Again the tears, the convulsive sobbing, the imploring looks and beseeching hands. And I? Once again I was numb. What I had wished and waited for from her was now being offered and it had no more effect upon me than the casual glance of a stranger.
“It’s late, you’re safe now, go inside.”
“Don’t go, Mel, please don’t go.”
“Shhh, you’ll wake everybody up. It’s okay, you’ll be fine,” I droned in a monotone. “Go in.”

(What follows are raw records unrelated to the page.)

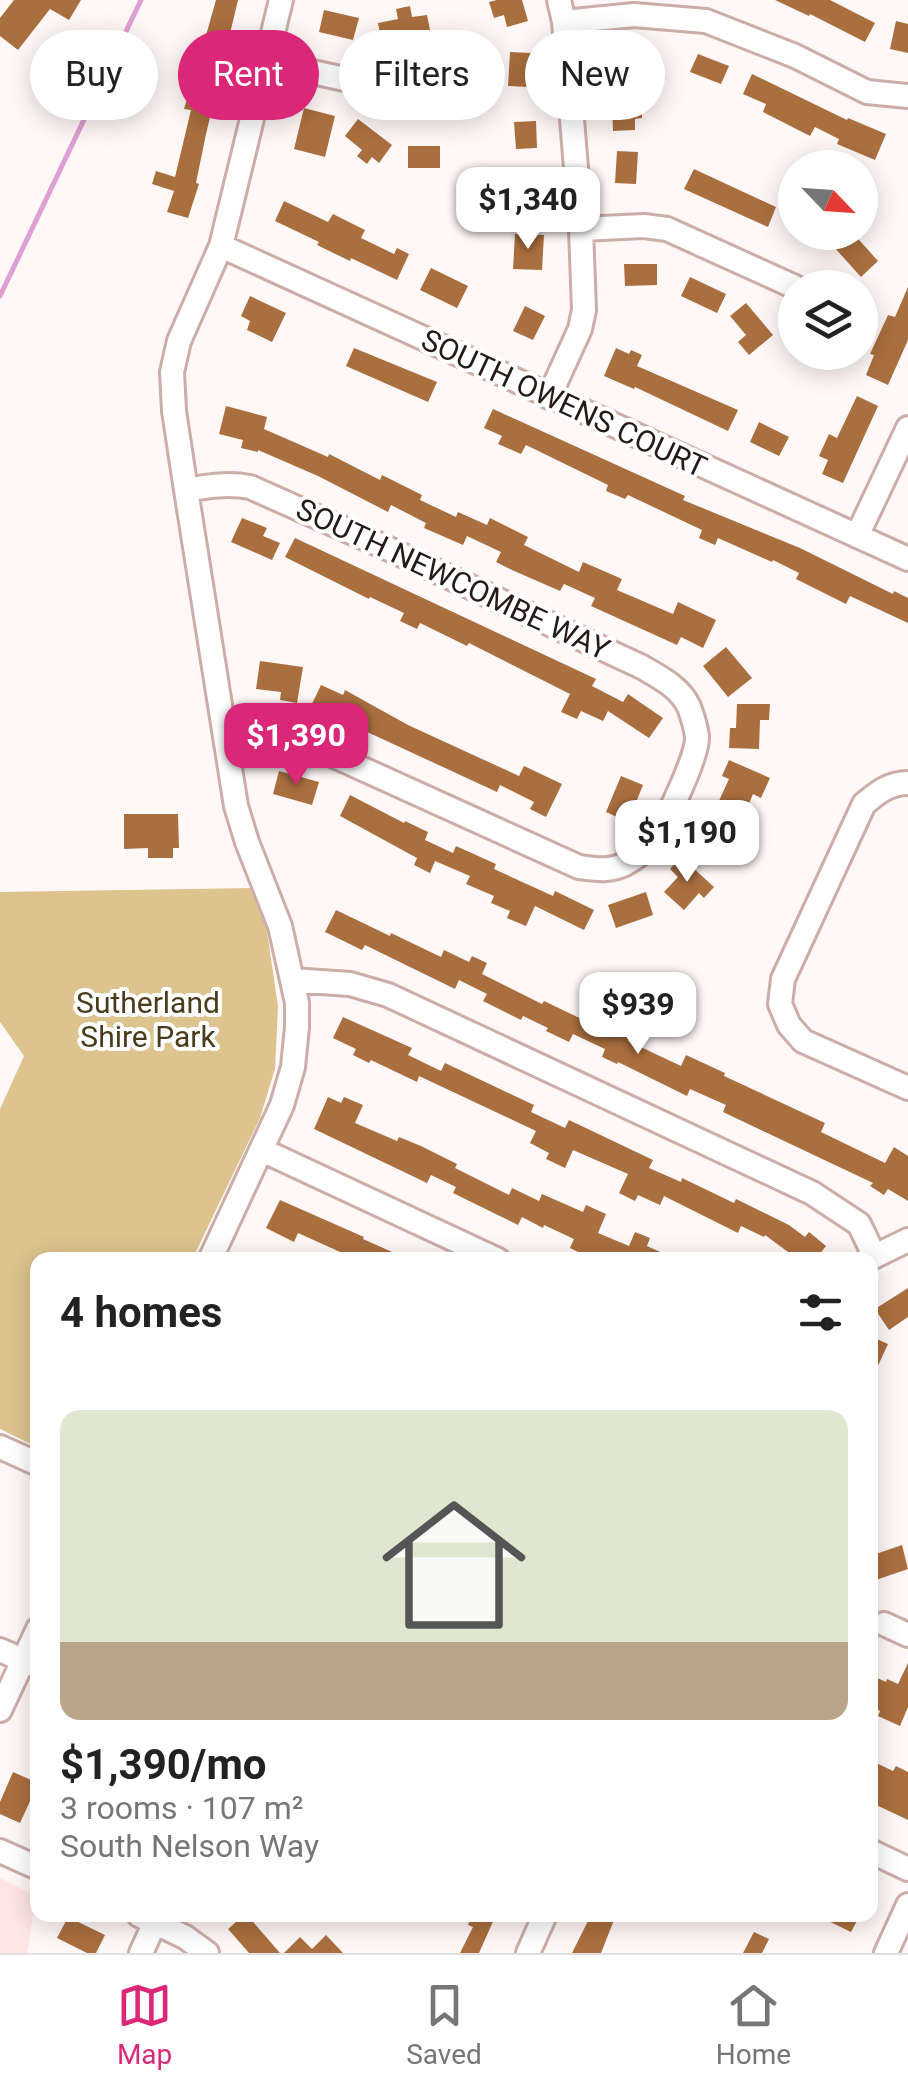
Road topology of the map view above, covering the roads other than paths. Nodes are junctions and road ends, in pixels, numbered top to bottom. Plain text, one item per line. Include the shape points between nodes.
1 (282, 0) edge
2 (562, 11) edge
3 (275, 30) edge
4 (908, 96) edge
5 (252, 120) edge
6 (581, 229) junction
7 (221, 246) junction
8 (778, 279) edge
9 (549, 397) junction
10 (908, 428) edge
11 (186, 490) junction
12 (857, 536) junction
13 (908, 559) edge
14 (225, 738) junction
15 (908, 784) edge
16 (292, 980) junction
17 (908, 1088) edge
18 (262, 1150) junction
19 (908, 1240) edge
20 (214, 1252) edge
21 (481, 1252) edge
22 (868, 1252) edge
23 (878, 1253) edge
24 (0, 1446) edge
25 (30, 1460) edge
26 (884, 1624) dead end
27 (908, 1635) edge
28 (0, 1650) edge
29 (30, 1664) edge
30 (0, 1710) edge
31 (0, 1850) edge
32 (878, 1856) edge
33 (30, 1864) edge
34 (908, 1870) edge
35 (908, 1905) edge
36 (146, 1922) edge
37 (153, 1922) edge
38 (543, 1922) edge
39 (141, 1953) edge
40 (207, 1953) edge
41 (528, 1953) edge
42 (886, 1953) edge

1 - 3 street
2 - 4 street via 706,21 866,92
2 - 6 street
5 - 7 street
6 - 8 street via 667,229
6 - 9 street via 584,310
7 - 9 street, SOUTH OWENS COURT
7 - 11 street via 172,372
9 - 12 street, SOUTH OWENS COURT
10 - 12 street
11 - 14 street
11 - 14 street, SOUTH NEWCOMBE WAY via 250,488 642,666 680,694 697,738 652,843 605,870 579,867 282,735
12 - 13 street, SOUTH OWENS COURT
14 - 16 street via 242,825 280,926
15 - 17 street via 880,790 864,804 783,978 780,1004 803,1041
16 - 18 street via 296,1047
16 - 22 street via 350,984 388,995 812,1193 858,1224
18 - 20 street
18 - 21 street
19 - 23 street
24 - 25 street
26 - 27 street
28 - 29 street
29 - 30 street
31 - 33 street
32 - 34 street
35 - 42 street
36 - 39 street
37 - 40 street
38 - 41 street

She was still crying when she turned away and left me. I was stunned, there is no other way to describe my state at that moment. Any one of the events of that night would have been sufficient to provoke a turmoil of emotions but to have experienced betrayal, revelation upon revelation, violence, and a declaration of love, the so wished for declaration of love, one after the other, torrentially, demanded an intense numbing to endure such a flood. At first I thought I should not return to my room for the remaining hours of the night. Facing Harlan in such a state would be a mistake. He would read it immediately and mold it to his own purposes. As furious as I was I knew if I was to come away with any sense of pride I would have to have control of myself when the confrontation occurred. In the past, bristling with outrage and righteous indignation, I could dissolve into tears too easily when my argument was dismissed with the dispassionate, impersonal reason of my opponent. For me, all arguments were personal and the one to come with Harlan couldn’t be more personal. And it would come very soon.
6.
If you’ve had your heart broken then you know it is a long time your pain will be with you unrelieved. You take the pieces of your shattered story and fit them together over and over again like a jigsaw puzzle hoping each time to form a new image. You want the picture to be different than the one on the cover of the puzzl
e box but the pieces give you only the same sadness that you know: you’ve lost your love; it’s over. Just then, still in the grip of the shock, I did not attempt reconfiguring events in search of a prettier picture. It was too soon for that. It did not, however, require much mulling over to see Harlan as others had perceived him from the start. Smooth glided easily into slick, charming into manipulative, instructive into destructive.
But Sarah, what was I to make of her? Had I given it any thought at all in the beginning of course I would have realized it was likely a Hank was lurking somewhere at the periphery. Such a pretty girl would not be without an attachment. There was Ron right under my nose with a Vivian in the remote reaches of the Catskills but a Martha on site. Was I no more to Sarah than what Martha was to Ron? Was I her summer accommodation? And Harlan. Was all of her criticism, suspicion and distrust just a means to keep their relationship hidden and protected, a way to avoid revealing to me the depth of their passion, a passion she did not feel for me? Was her picking a fight about him tonight a way for her to spend more time with him? The curdling feelings of humiliation were sickening. I looked up at the sky. Soon it would be dawn. There was work waiting to be done, kitchen work and personal work. I walked around the main building trying to calm myself, trying to imagine the argument with Harlan and what to say to him. After a while it was clear there was nothing to be gained by postponing my meeting with Harlan. I knew what had to be said and what I had to do. I knew it was time. I was ready.
When I returned to our room Harlan was lying on his cot and smoking. He must have been waiting for me because it was not his usual practice to just lie around smoking in the early morning hours. Late as it was Ron was still out. Stripping off my sweater I said “Hi,” affecting a calm demeanor while fulminating inside.
“Did you and Sarah have a good time tonight?” he asked in a matter of fact way.